5 Key Components of Model Development, Implementation, and Use

“Model development is not a straightforward or routine technical process.”

Collaboration between functions is vital in designing appropriate model structures. Effective design and output is dependent on the selection of appropriate inputs, rules, thresholds, and controls, by model developers, users, IT and, AML risk and compliance personnel.

Due to the unique AML risk profiles and business requirements of every organisation, each model should be tailored to the specific requirements of each individual company.

Both regulatory and business requirements must be factored into model development. For example, for suspicious-activity monitoring, an organisation may outline the transaction types and the parameters that could trigger a rule for further investigation.

Your company should remain aware of its AML models’ limitations. Limitations might be found in the inputs, processing, or output, and should be documented and evaluated.

Action plans should be developed, and executed using a risk-based approach to enhance the AML models and ensure they are fit for purpose. It is good practice to test new or replacement models on subsets of customers, accounts, and transactions before they are rolled out across the business. This will allow you to remove inefficiencies in design, limit operational impact, or reduce implementation risk.

The 5 Components
We have found that the organisations that have adopted the five important components displayed in the exhibit below have AML models that are fit for their intended purpose, tailored to specific business needs and risks, and monitored on an ongoing basis.

mrm-development

Source: Crowe Horwath LLP analysis

1. Model definition and requirements. Organisations must define the purpose, requirements, and areas of intended use of each AML model.

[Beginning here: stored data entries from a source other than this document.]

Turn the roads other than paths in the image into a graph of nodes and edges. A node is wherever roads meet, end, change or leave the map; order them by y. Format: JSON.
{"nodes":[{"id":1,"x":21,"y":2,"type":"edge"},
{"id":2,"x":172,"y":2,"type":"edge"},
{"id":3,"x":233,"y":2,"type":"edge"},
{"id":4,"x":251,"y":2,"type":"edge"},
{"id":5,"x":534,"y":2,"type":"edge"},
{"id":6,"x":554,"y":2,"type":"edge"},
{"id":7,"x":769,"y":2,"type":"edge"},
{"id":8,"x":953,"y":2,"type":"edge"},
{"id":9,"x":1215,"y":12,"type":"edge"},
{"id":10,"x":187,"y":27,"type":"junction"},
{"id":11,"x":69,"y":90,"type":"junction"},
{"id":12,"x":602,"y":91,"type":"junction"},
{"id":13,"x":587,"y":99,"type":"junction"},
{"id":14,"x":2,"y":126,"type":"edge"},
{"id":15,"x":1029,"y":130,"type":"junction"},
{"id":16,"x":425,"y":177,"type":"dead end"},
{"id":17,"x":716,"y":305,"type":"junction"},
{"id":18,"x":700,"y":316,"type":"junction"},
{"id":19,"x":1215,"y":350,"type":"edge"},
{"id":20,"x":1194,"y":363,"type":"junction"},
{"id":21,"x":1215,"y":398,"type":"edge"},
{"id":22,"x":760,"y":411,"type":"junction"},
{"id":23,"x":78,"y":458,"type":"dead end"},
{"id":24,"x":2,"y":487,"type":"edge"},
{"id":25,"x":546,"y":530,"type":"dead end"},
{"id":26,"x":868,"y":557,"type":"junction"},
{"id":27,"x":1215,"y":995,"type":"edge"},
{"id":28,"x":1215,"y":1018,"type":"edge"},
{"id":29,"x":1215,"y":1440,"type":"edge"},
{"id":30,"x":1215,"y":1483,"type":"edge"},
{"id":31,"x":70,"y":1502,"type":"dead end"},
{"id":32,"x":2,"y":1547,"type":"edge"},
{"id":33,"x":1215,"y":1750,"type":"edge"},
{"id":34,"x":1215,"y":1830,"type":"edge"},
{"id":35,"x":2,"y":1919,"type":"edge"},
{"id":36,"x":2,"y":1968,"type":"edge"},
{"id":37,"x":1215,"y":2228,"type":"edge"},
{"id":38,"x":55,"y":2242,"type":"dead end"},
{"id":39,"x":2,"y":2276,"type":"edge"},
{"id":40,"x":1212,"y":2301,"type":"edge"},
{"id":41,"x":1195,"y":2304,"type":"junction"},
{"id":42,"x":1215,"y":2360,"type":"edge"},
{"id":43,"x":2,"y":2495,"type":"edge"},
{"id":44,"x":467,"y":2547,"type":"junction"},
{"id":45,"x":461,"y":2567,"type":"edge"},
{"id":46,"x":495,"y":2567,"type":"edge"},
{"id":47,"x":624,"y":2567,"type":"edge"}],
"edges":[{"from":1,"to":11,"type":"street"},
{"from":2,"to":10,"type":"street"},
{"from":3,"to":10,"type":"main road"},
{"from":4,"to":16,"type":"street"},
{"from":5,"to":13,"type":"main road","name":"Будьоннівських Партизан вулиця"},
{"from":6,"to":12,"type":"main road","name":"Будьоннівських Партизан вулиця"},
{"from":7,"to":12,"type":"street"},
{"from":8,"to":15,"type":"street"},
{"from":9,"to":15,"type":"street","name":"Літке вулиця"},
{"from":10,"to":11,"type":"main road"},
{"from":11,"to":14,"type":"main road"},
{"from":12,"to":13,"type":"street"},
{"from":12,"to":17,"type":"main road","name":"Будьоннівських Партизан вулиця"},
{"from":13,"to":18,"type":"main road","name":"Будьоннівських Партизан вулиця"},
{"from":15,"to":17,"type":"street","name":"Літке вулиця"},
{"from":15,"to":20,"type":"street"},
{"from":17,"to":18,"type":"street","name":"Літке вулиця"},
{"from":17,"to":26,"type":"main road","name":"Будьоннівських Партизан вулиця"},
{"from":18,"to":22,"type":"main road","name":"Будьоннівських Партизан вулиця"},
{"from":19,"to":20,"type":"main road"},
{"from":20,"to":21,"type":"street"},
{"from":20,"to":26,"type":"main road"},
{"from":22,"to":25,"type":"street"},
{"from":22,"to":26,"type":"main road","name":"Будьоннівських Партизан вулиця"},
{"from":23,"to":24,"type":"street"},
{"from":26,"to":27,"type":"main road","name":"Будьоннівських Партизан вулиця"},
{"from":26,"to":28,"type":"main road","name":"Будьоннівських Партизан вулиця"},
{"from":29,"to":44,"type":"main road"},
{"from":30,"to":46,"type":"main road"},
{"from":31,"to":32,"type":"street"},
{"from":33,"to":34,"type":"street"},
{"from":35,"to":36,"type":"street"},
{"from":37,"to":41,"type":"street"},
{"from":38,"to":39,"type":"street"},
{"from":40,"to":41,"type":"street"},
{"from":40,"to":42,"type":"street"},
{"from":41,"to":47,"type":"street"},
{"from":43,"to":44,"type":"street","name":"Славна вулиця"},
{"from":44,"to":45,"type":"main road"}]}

2. Model design. Model design establishes a model structure expected to mitigate known customer, account, and transaction risks. Organisations should clearly define business rules, thresholds, and processes that align the model with regulatory and business requirements. This will allow management to document and evaluate the design of the model against those requirements.
Model inputs must be relevant, complete, and accurate, and timing requirements for the data feed must be clearly defined. For example, sophisticated anti-money laundering transaction monitoring systems use algorithms to review and flag transactions are potentially unusual or suspicious. These systems may expect data feeds on a daily basis due to the importance of timely identification of such activity.

3. Data management. Data is the primary input to an AML model and must be managed appropriately. Management must validate that input data is suitable, accurate, complete, and accessible.
Signs of poor data management include:
– Logic errors that produce inaccurate output
– Absence of data attributes from legacy systems designed for specific business functions without regard for the purpose of the model
– File loading errors and timing issues
– Application of logic or methodology that is not aligned to the organisation’s business model or risk profile
– Inability to isolate or source all necessary data

4. Analysis of results. Regulators require that systemic testing plans, results, and detailed analyses be documented. Organisations should test and monitor an AML model’s effectiveness and use, as conditions and applications change. This process will for example, determine whether or not resources are being used appropriately.

5. Continuous feedback and improvement. Management need to know whether or not the AML models are working, and continually enhance the model risk management programme. Model users are in a unique position to provide feedback about results, and the rules and parameters used for monitoring risks and making decisions on an ongoing basis.

Model users have first-hand knowledge of the trends that result in false-positive or otherwise inaccurate alerts, and can inform management of the following:
– Customer attributes that contribute to elevated AML risk;
– Rules and thresholds used to set upper and lower boundaries for tracking and monitoring alerts; and
– Model elements that are hitting the mark and those that are not generating the output model users need.

Practical Application Leads to Better Results

Companies that fail to plan and execute a systematic approach to model development, implementation, and use could find themselves:
– Implementing AML models that don’t meet business and regulatory requirements
– Leaving a gap in coverage that increases exposure to regulatory risk
– Operating on assumptions that are not documented and justifiable to senior management, boards, and regulators
– Providing incorrect or incomplete data to an AML model that leads to incorrect results and decisions that have business, legal, regulatory, and reputational consequences

How confident are you that your organisation effectively develops and reviews its AML models to ensure business and regulatory requirements are met?